She wadded the cloth into a ball, told her father, “This is going to hurt,” and jammed it into the wound, pushing down until it completely filled the hole.
Smoke’s breath hissed between his clenched teeth, but he didn’t say anything or let out any other noise.
“Hold it there,” Denny told him.
He used his right hand to do that while she cut long strips from the bottom of her shirt and bound the makeshift plug in place with them.
“Somebody coming,” Cal warned. He had his rifle ready.
A couple seconds later, a man called, “Cal? Mr. Jensen?”
“That’s Rick Yates,” Cal said, relief plain to hear in his voice. “Rick! We’re over here!”
A couple riders pounded up.
One of them asked, “Are you all right, Cal?”
“Yeah, but the boss is here, and he’s hit.”
“Son of a—! Is that Miss Denise?”
“What about those rustlers?” Denny asked as she stood up wearily.
“Gone,” Yates replied.
“Good. You can help me get my pa on his horse.”
They found Smoke’s gray, which didn’t seem to have been injured in the collision with the rustler’s mount. As carefully as possible, the cowboys lifted Smoke into the saddle.
“I’ll ride behind him to make sure he doesn’t pass out and fall off,” Denny said. “Somebody give me a hand getting up there.”
Yates held his hands to make a step for her. Denny settled herself on the horse’s back behind the saddle, put one arm around her father’s waist to steady him, and used the other hand to take the reins.
“Here’s Smoke’s Colt,” Cal said. “Looks like he dropped it.”
“Reload it,” she said.
When Cal had done so, using cartridges from his own shell belt, she put the reins between her teeth for a moment and held out a hand. “Give it here,” she ordered around the reins.

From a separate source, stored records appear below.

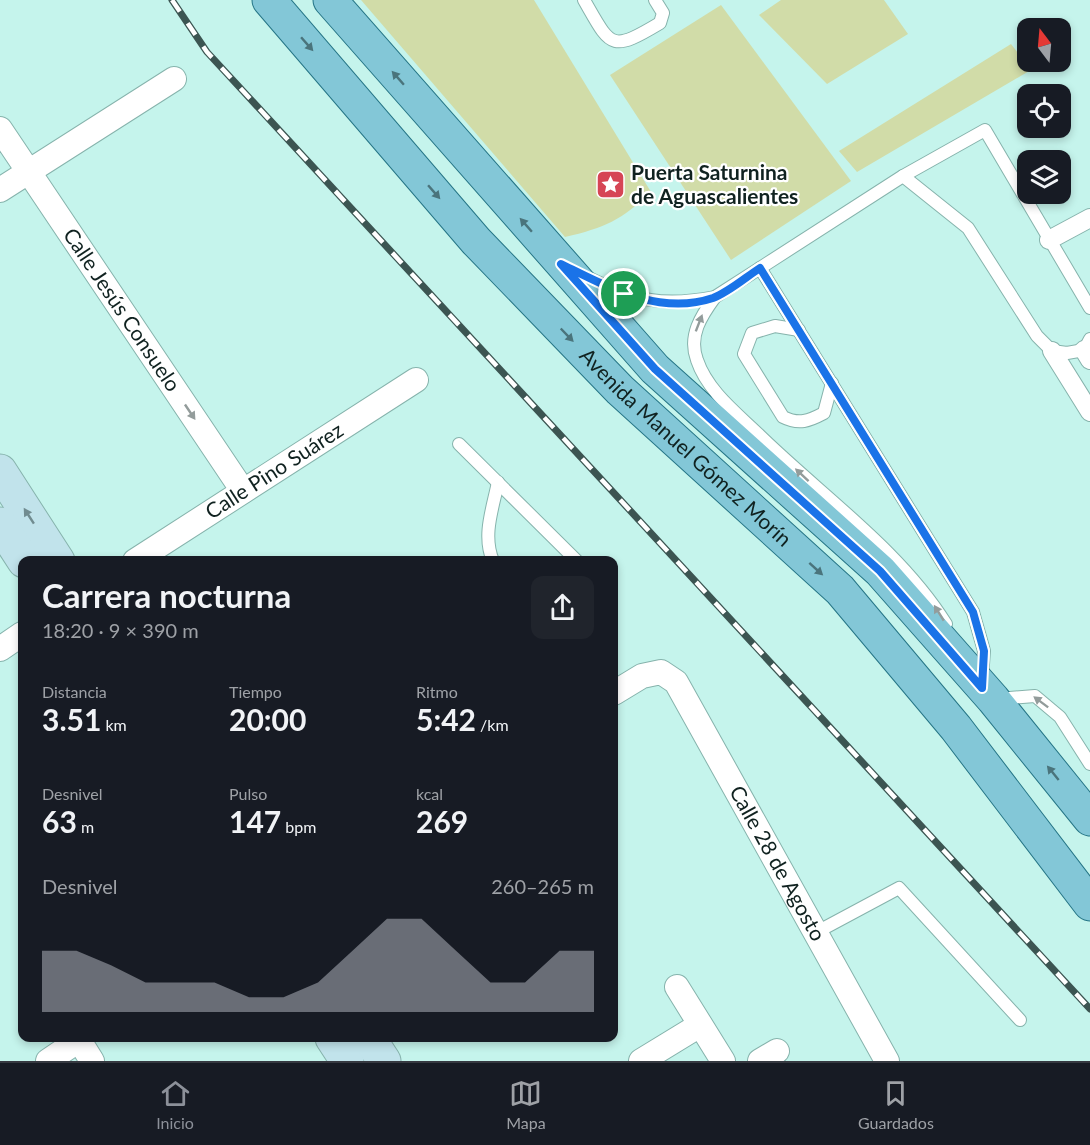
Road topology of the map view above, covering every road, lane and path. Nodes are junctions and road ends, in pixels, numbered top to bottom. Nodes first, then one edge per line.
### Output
1 (269, 0) edge
2 (330, 0) edge
3 (584, 0) edge
4 (655, 0) edge
5 (174, 79) dead end
6 (0, 129) edge
7 (29, 172) junction
8 (903, 176) junction
9 (0, 190) edge
10 (1090, 218) edge
11 (1049, 240) junction
12 (561, 264) junction
13 (760, 268) junction
14 (715, 297) junction
15 (1090, 308) edge
16 (799, 330) junction
17 (1088, 350) edge
18 (1052, 351) junction
19 (416, 380) dead end
20 (832, 383) junction
21 (1090, 412) edge
22 (459, 444) dead end
23 (0, 471) edge
24 (498, 482) junction
25 (243, 491) junction
26 (0, 525) edge
27 (21, 556) edge
28 (55, 556) edge
29 (143, 556) edge
30 (491, 556) edge
31 (572, 556) edge
32 (18, 637) edge
33 (0, 649) edge
34 (979, 685) junction
35 (618, 691) edge
36 (1090, 764) edge
37 (1090, 819) edge
38 (1090, 904) edge
39 (815, 933) junction
40 (677, 987) dead end
41 (1020, 1020) dead end
42 (700, 1025) junction
43 (76, 1042) edge
44 (82, 1042) edge
45 (335, 1042) edge
46 (372, 1042) edge
47 (645, 1060) edge
48 (48, 1061) edge
49 (92, 1061) edge
50 (347, 1061) edge
51 (384, 1061) edge
52 (723, 1061) edge
53 (887, 1061) edge

1 -> 38 main road, Avenida Manuel Gómez Morín
12 -> 2 main road, Avenida Manuel Gómez Morín
3 - 4 lane
5 - 7 street
6 - 7 street, Calle Jesús Consuelo
7 - 9 street
7 -> 25 street, Calle Jesús Consuelo
8 - 11 lane
8 - 13 lane
8 - 18 lane
10 - 11 street
11 - 15 lane
12 - 14 lane
12 - 34 main road, Avenida Manuel Gómez Morín
13 - 14 lane
13 - 16 lane
34 -> 14 lane
16 - 20 lane
16 - 20 lane
17 - 18 lane
18 - 21 street
19 - 25 street, Calle Pino Suárez
20 - 34 lane
22 - 24 lane
28 -> 23 main road
24 - 30 lane
24 - 31 lane
25 - 29 street, Calle Pino Suárez
26 - 27 main road
32 - 33 street
36 -> 34 lane
37 -> 34 main road, Avenida Manuel Gómez Morín
35 - 39 street, Calle 28 de Agosto
39 - 41 lane
39 - 53 street, Calle 28 de Agosto
40 - 42 street
42 - 47 street
42 - 52 street
43 - 48 street
44 - 49 street
45 - 50 main road
46 - 51 main road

Cal handed her the revolver, butt first. She stuck it behind her belt.
“Miss Denise . . . ?” the foreman said uncertainly.
“Anybody tries to stop us, they’ll be sorry,” Denny declared and then heeled the big gray into a run. They disappeared into the night, heading south toward the ranch headquarters.
CHAPTER 18
That ride was as nerve-wracking as anything Denny had ever experienced. During the gun battle she had been too busy to be scared. Instinct and anger had fueled her actions. Now that the danger was over, reaction was setting in. She felt herself trembling inside, especially when she thought about how many bullets had slapped through the air near her head.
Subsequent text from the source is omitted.